I'm not quite sure why scanning is taking place, currently. I have had modules one foot away from other modules and it is trying to connect elsewhere, and I don't see why.
One thought. If we Searching on other channels it should be done in an orderly fashion. We should notify the other nodes on the network to not send messages for a scan duration. Of course this will cause problems if there are a number of nodes connected to the scanning node as no message can go through it. I think that when a scan is done from a networked module that it should only scan one channel then get back as soon as possible and resume normal operation.
I don't remember what I have written before but your list matches what I thought would be a preferable method.
The other think I was wondering is what happens when we have a web page we need to serve to a mobile device. We shouldn't be breaking connections by scanning. I see scanning a very bad to a network. In an established network it should be done sparingly. Maybe only done by non-AP nodes. In order to reduce disruption. Not an ideal thing but it might be workable.
OK I went back and read your comment again. And again I think we see things the same way. That scanning is a major problem for stability.
Another thing that should be considered is AP upgrades. I have often seen nodes connected to an AP with a poor signal while it has another node beside it that it is talking to indirectly through the poorer node. And here is where it makes my head spin. I think there should be node connection upgrades as long as there is a significant improvement. Just upgrading because you found someone better shouldn't be done unless there was a significant difference but even then it should not be done if the current connection is decent. If there were nodes connected the the one considering the upgrade then it should require a good reason if it could disrupt existing communications.
anyone want to development with this topology with me?
@muratdemirtas I assume you are talking about your project: https://github.com/muratdemirtas/ESP8266_MQTT_MESH
Are there any particular issues you need help with?
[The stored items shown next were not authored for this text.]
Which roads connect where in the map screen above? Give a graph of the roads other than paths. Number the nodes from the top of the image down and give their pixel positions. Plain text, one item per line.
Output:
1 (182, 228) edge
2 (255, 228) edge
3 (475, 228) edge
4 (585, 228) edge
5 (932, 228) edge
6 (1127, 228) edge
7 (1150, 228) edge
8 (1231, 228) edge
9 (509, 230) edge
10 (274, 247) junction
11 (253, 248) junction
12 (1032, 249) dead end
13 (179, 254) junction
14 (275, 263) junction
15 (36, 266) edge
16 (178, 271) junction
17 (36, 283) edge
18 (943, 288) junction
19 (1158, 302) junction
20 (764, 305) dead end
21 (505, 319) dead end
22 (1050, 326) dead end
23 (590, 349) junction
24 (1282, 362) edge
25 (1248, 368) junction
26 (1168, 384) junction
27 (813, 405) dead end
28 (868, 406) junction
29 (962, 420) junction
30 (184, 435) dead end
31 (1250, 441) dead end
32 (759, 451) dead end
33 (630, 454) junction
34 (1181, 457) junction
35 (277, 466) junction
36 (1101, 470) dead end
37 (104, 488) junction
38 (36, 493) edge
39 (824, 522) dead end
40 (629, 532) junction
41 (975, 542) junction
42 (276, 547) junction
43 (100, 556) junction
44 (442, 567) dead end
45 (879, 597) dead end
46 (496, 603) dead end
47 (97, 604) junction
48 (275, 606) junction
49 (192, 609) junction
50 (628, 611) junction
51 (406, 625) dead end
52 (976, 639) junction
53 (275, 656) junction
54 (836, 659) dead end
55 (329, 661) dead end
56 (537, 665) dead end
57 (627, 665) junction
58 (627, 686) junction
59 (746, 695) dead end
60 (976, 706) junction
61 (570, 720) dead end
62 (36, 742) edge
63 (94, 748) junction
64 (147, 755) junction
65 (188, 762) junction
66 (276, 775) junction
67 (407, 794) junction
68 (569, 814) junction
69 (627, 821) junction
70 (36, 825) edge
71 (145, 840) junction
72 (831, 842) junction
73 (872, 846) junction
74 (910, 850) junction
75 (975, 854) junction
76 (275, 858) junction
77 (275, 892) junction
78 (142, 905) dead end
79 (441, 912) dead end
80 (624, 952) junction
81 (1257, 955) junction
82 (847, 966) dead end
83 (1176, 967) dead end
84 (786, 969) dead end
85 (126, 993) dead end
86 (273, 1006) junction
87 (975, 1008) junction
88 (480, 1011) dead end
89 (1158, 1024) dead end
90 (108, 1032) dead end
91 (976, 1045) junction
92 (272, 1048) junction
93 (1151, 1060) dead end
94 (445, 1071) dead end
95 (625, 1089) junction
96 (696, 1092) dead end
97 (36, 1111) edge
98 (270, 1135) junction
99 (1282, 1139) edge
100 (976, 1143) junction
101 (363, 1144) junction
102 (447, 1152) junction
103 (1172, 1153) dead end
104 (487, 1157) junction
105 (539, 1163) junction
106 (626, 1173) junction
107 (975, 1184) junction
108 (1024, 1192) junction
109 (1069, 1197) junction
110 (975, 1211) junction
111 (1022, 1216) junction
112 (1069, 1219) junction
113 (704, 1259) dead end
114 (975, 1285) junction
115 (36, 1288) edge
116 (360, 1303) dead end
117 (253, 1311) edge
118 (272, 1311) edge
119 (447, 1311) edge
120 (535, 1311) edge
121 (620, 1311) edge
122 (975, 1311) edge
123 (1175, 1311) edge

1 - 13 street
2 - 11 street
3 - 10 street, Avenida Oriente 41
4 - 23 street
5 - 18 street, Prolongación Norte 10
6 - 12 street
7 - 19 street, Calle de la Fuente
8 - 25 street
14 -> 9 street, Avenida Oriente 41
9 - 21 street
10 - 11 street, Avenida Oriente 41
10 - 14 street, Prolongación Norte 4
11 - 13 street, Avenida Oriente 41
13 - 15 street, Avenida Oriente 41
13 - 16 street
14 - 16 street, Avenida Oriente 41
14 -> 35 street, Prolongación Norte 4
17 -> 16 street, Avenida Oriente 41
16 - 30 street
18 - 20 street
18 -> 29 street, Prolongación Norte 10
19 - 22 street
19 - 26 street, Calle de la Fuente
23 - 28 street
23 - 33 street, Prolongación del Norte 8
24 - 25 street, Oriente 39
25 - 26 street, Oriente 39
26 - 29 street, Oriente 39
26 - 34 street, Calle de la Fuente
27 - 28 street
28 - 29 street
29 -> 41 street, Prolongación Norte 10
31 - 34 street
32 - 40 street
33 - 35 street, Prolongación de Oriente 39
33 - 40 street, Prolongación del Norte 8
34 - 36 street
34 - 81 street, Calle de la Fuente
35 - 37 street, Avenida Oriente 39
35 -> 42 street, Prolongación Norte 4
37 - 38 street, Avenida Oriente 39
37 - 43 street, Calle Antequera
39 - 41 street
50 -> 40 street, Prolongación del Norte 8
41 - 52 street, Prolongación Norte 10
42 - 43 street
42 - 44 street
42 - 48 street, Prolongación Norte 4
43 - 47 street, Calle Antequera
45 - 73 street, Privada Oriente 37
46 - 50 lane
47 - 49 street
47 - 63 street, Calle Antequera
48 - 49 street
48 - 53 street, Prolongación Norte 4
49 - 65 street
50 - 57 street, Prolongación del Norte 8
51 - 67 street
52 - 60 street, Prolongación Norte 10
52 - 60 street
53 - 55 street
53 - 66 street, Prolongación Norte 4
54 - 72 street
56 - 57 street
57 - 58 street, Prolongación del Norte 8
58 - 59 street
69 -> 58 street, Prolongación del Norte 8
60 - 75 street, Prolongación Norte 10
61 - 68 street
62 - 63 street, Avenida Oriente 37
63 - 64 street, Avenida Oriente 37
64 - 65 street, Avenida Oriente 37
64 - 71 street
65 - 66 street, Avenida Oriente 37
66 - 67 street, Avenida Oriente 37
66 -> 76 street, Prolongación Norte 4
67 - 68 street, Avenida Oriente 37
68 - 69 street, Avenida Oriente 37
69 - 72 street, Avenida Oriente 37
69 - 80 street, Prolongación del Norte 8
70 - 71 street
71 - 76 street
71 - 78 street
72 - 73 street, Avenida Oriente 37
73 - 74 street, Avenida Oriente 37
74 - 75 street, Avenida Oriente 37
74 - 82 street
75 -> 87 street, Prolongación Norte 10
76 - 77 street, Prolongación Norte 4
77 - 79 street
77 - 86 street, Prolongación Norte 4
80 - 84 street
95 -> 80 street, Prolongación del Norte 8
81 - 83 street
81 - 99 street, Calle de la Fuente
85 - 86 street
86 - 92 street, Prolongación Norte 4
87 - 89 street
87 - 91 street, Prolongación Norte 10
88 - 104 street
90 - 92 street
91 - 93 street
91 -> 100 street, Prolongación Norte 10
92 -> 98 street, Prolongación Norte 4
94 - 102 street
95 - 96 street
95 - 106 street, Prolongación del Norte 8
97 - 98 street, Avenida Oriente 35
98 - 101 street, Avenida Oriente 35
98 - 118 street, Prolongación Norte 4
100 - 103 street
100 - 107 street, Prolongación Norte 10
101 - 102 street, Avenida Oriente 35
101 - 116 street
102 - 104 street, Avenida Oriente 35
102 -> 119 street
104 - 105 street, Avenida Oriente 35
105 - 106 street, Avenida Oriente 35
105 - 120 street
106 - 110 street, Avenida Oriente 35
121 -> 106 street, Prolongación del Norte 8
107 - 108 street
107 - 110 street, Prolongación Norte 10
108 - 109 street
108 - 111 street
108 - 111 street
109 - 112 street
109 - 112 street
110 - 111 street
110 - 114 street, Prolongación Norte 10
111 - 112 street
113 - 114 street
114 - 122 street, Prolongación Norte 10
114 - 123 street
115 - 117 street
i can work my mesh system for 10+ hour with 5 nodemcu. my new aim is i will port this library to Raspberry Pi with QT C++. i dont need help, thx. i deleted mqtt functions. Mqtt will work on embedded linux.
https://scontent-frt3-1.xx.fbcdn.net/t31.0-8/14884634_193379897779767_324231978280270728_o.jpg
I looked at what you had and because of the MQTT I didn't want to try it. It is something I have not used yet and I don't have any accounts that I can use yet. I do think it is a desirable component but it is not something I wanted to have issues with when trying to verify the mesh operation. If you have something that did not need the MQTT then I would like to have a look at it and maybe test it.